Introduction: Myeloid malignancies are caused by uncontrolled proliferation of neoplastic cells and lack of mature hematopoietic cells. Beside intrinsic genetic and epigenetic alterations within the neoplastic population, abnormal function of the bone marrow stroma promotes the neoplastic process. To overcome the supportive action of the microenvironment, recent research focuses on the development of targeted therapies, inhibiting the interaction of malignant cells and niche cells.

Areas covered: This review covers regulatory networks and potential druggable pathways within the hematopoietic stem cell niche. Recent insights into the cell-to-cell interactions in the bone marrow microenvironment are presented. We performed literature searches using PubMed Database from 2000 to the present.

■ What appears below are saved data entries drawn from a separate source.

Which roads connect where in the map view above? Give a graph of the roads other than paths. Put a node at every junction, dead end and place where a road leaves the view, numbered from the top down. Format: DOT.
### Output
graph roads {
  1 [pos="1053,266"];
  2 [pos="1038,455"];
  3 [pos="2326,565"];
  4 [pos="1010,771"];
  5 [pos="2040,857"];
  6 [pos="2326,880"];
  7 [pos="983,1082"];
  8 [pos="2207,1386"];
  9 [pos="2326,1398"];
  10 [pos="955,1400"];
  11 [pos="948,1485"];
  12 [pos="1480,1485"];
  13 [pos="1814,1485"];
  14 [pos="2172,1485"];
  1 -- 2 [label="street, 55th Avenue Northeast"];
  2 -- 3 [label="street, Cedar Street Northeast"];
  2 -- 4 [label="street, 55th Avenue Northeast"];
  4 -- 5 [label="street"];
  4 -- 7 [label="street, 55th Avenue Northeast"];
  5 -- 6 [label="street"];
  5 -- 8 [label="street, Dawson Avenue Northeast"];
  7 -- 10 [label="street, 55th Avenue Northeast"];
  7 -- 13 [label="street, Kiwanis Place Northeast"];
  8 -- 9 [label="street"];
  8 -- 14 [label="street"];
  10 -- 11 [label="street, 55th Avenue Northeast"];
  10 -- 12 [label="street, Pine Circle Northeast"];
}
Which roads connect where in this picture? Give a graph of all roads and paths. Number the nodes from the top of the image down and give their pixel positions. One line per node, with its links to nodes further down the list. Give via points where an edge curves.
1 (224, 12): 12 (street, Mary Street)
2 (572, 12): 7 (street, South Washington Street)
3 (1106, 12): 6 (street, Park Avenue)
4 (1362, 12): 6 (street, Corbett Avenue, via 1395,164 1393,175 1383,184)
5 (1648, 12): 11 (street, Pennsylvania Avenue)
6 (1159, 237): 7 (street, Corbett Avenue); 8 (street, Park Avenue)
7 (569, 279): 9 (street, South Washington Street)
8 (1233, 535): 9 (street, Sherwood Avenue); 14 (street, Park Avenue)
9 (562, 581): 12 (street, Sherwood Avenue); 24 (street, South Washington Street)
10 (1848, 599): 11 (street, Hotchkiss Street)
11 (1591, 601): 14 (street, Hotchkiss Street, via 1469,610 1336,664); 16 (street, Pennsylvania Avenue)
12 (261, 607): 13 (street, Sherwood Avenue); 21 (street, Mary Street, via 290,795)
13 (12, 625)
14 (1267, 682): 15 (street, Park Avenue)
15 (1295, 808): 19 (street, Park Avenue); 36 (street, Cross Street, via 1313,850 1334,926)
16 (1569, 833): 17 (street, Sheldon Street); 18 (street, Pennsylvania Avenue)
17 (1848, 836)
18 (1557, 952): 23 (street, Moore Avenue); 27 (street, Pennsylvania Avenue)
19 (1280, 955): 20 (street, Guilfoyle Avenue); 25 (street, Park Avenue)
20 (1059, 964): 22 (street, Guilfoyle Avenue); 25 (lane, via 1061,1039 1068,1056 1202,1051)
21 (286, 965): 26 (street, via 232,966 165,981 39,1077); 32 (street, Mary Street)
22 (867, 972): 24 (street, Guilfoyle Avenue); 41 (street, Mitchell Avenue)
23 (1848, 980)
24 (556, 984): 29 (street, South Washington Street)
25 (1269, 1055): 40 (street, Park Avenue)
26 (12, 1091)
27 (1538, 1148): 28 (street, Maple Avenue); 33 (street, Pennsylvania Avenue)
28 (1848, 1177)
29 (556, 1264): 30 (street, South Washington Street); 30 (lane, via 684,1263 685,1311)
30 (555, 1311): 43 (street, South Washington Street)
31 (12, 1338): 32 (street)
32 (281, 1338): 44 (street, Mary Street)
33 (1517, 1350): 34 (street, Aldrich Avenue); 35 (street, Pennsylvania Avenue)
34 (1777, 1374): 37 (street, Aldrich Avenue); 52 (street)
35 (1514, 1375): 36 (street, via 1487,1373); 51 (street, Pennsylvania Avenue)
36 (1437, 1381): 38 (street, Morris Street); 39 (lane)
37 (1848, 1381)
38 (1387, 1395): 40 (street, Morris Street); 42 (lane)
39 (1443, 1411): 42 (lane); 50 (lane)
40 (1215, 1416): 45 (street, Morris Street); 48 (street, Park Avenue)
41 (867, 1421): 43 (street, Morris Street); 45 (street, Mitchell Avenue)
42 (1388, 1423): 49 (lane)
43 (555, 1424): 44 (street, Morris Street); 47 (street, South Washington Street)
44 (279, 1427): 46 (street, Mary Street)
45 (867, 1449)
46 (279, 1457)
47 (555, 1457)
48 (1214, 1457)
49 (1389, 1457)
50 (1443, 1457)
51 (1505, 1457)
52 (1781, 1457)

Expert opinion: Future therapy of myeloid malignancies must focus on targeted, personalized treatment addressing specific alterations within the malignant and the supporting niche cells. This includes treatments to overcome resistance mechanisms against chemotherapeutic agents mediated by supporting microenvironment. Novel techniques employing sequencing approaches, Crisp/Cas9, or transgenic mouse models are required to elucidate specific interactions between components of the bone marrow niche to identify new therapeutic targets.

Article highlights

  • Myeloid malignancies represent a highly heterogeneous group of diseases but share a similar origin in the hematopoietic stem and progenitor cell population

  • Since therapeutic options are limited, there is an urgent need for new treatment strategies, to improve patient outcome

  • The bone marrow microenvironment plays a crucial role for disease development and progression and represents a promising target for new treatments

  • Diverse cell types and factors orchestrate the fate of proliferating and differentiating cells in the bone marrow and numerous signaling pathways were under clinical investigation for targeted therapy

  • Beside ECs and MSCs, immunomodulatory therapies are a potent tool to treat various malignancies

  • Since the ultimate treatment is still not discovered, modern techniques such as single-cell RNA-sequencing and high-resolution microscopy must provide more details about the niche to identify more druggable pathways to increase outcome for patients with myeloid malignancies

This box summarizes key points contained in the article.

Disclosure statement

No potential conflict of interest was reported by the authors.

Declarations of interest

W Fiedler has been on advisory boards of Amgen, Pfizer, Novartis, Jazz Pharmaceuticals, Ariad/Incyte, Abbvie, Celgene. He has received research funding from Amgen, support for meeting attendance from Amgen, Jazz Pharmaceuticals, Daiichi Sanchyo Oncology and Servier and support for medical writing services from Amgen, Pfizer, Böhringer and Abbvie. The authors have no other relevant affiliations or financial involvement with any organization or entity with a financial interest in or financial conflict with the subject matter or materials discussed in the manuscript. This includes employment, consultancies, honoraria, stock ownership or options, expert testimony, grants or patents received or pending, or royalties.

Reviewer disclosures

Peer reviewers on this manuscript have no relevant financial or other relationships to disclose

Supplementary material

Supplemental data for this article can be accessed here.

Additional information

Funding

This paper was not funded. The work of L Behrmann was supported in part by the Hamburger Krebsgesellschaft and Forschungsförderungsfonds der Medizinischen Fakultät UKE.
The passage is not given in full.